Por Pedro Saad Abud e Lígia Elias*
Em 23 de junho de 2026, o Banco Central publicou a Resolução BCB 576, que passa a exigir uma política institucionalizada de sucessão de administradores das administradoras de consórcio, das sociedades corretoras e distribuidoras de títulos e valores mobiliários, das sociedades corretoras de câmbio, das sociedades prestadoras de serviços de ativos virtuais (PSAVs) e das instituições de pagamento. A obrigação entra em vigor em 1º de janeiro de 2027.
A exigência de política de sucessão não é, em si, inédita: a Resolução CMN nº 4.538/2016 (substituída pela Resolução CMN nº 4.878/2020) já vinculava as instituições autorizadas a funcionar pelo BCB, entre as quais os bancos e demais instituições financeiras, as corretoras e distribuidoras de títulos e valores mobiliários e as corretoras de câmbio. A própria 4.878, contudo, deixou de fora do seu alcance, de forma expressa, as administradoras de consórcio e as instituições de pagamento. É justamente essa lacuna que a Resolução 576 preenche: para as administradoras de consórcio, instituições de pagamento e prestadoras de serviços de ativos virtuais (que sequer existiam à época da 4.878), a obrigação é efetivamente nova.

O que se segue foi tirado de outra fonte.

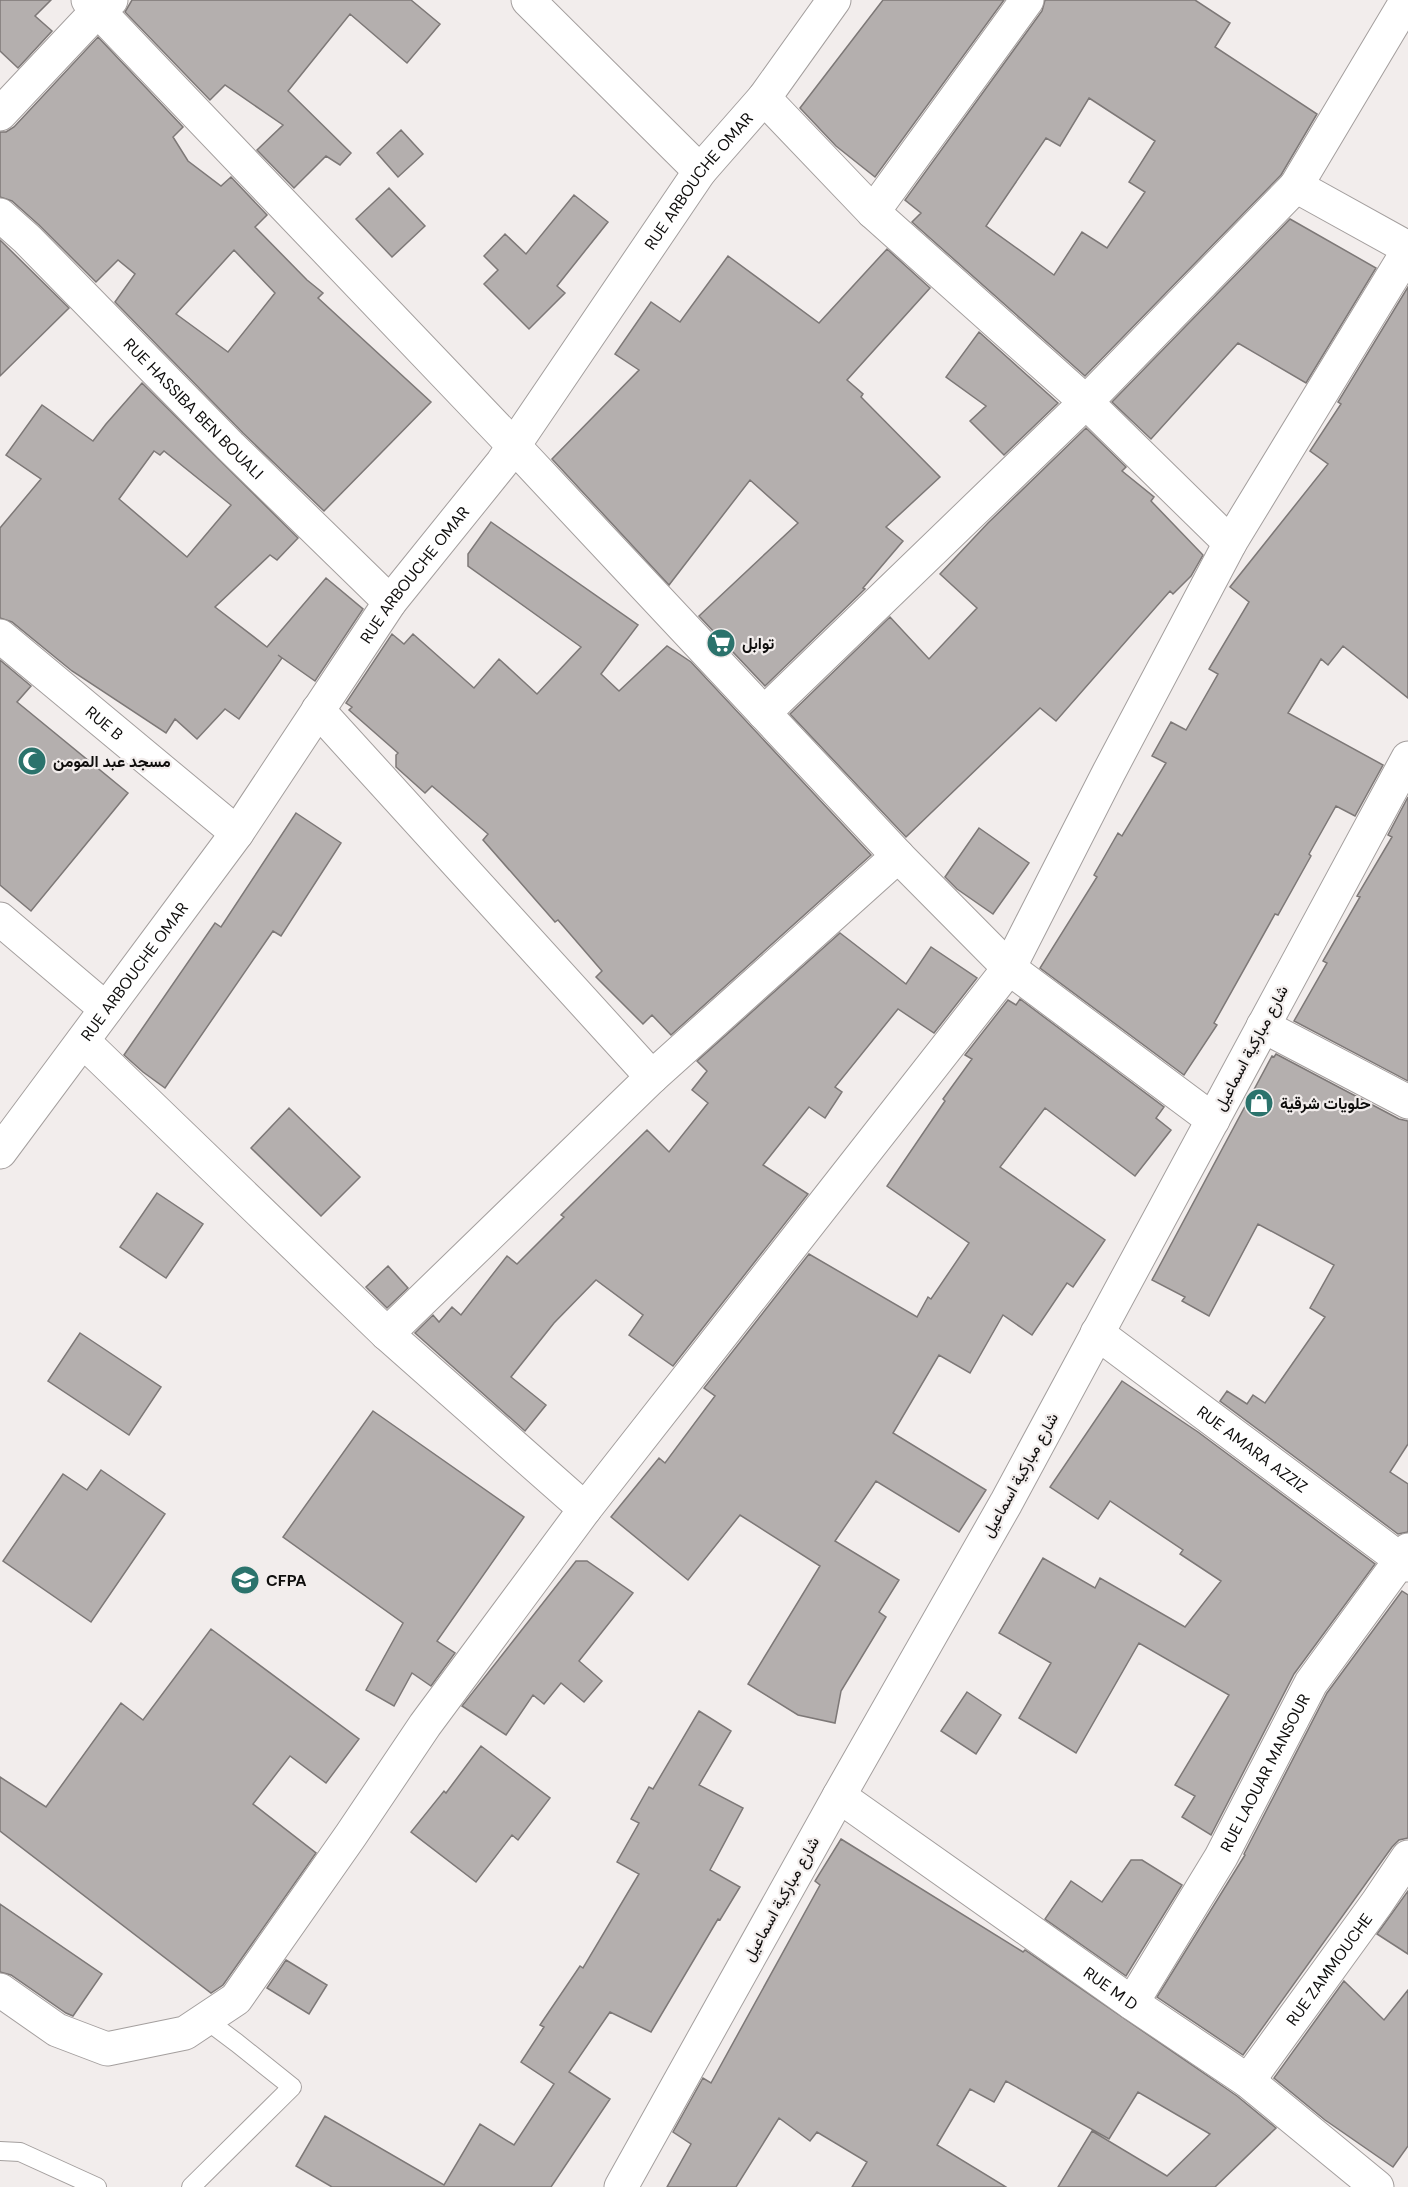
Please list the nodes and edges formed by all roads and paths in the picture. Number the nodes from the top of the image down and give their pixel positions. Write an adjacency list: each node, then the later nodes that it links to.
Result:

Para as corretoras, distribuidoras e corretoras de câmbio, que já estavam sujeitas ao tema desde o regime do CMN, a 576 passa a tratá-lo em instrumento próprio do Banco Central. Mais do que criar uma regra do zero, portanto, a resolução fecha o perímetro: estende a quem antes ficara de fora um padrão de governança que o restante do sistema já observa há quase uma década.
Segundo o disposto no artigo 2º da normativa, a política precisa ser dimensionada à realidade de cada instituição (à sua natureza e ao seu tamanho, ao seu grau de complexidade e à sua organização interna, à exposição a riscos e à forma como atua no mercado), garantindo que os responsáveis pela alta administração detenham a qualificação necessária às funções que exercem.
A política de sucessão deve abranger os processos de recrutamento, promoção, eleição e retenção de administradores, com as regras para a identificação, a avaliação, o treinamento e a seleção dos candidatos aos cargos da alta administração, contemplando, no mínimo: (i) condições para o exercício do cargo exigidas pela legislação e pela regulamentação em vigor; (ii) capacidade técnica; (iii) capacidade gerencial; (iv) habilidades interpessoais; (v) conhecimento da legislação e da regulamentação relativas à responsabilização de qualquer natureza por sua atuação; e (vi) experiência.
A política deve ser revista, no mínimo, a cada cinco anos, ou caso ocorra um evento relevante que altere o modelo de negócio, perfil de risco ou estrutura de governança da instituição. A responsabilidade pelo planejamento, operacionalização, manutenção e revisão recai sobre o conselho de administração ou, na sua ausência, sobre a diretoria.
A documentação deve permanecer à disposição do BCB durante toda a vigência da política e, em caso de alteração ou substituição, por cinco anos adicionais contados do fim da vigência da versão anterior. Destaca-se que a regra não alcança instituições em regime de liquidação extrajudicial.
Um destaque relevante vai para a inclusão das PSAVs no rol de obrigadas. Mais uma medida do BCB no sentido de submeter o setor de ativos virtuais aos mesmos parâmetros de governança já exigidos do restante do sistema, o que vem se aperfeiçoando ao longo de 2025 e 2026.
É necessário cautela para garantir que a política não se torne um mero documento protocolar. Embora a revisão quinquenal seja um parâmetro destacável para evitar a repetição de documentos padrões, é o gatilho por evento relevante presente no artigo 5º que traz mais utilidade ao instrumento, se adequando às necessidades momentâneas das instituições.
Para as instituições afetadas, sugere-se que a construção da política se dê com antecedência, e não às vésperas de janeiro de 2027, quando a obrigatoriedade passa a valer. O planejamento e a cautela é o que diferencia uma ferramenta de gestão de um item de checklist regulatório.
*Pedro Saad Abud é advogado na Abe Advogados, com atuação em fusões e aquisições e mercado de capitais e Lígia Elias é advogada na Abe Advogados, com atuação em fusões e aquisições e societário.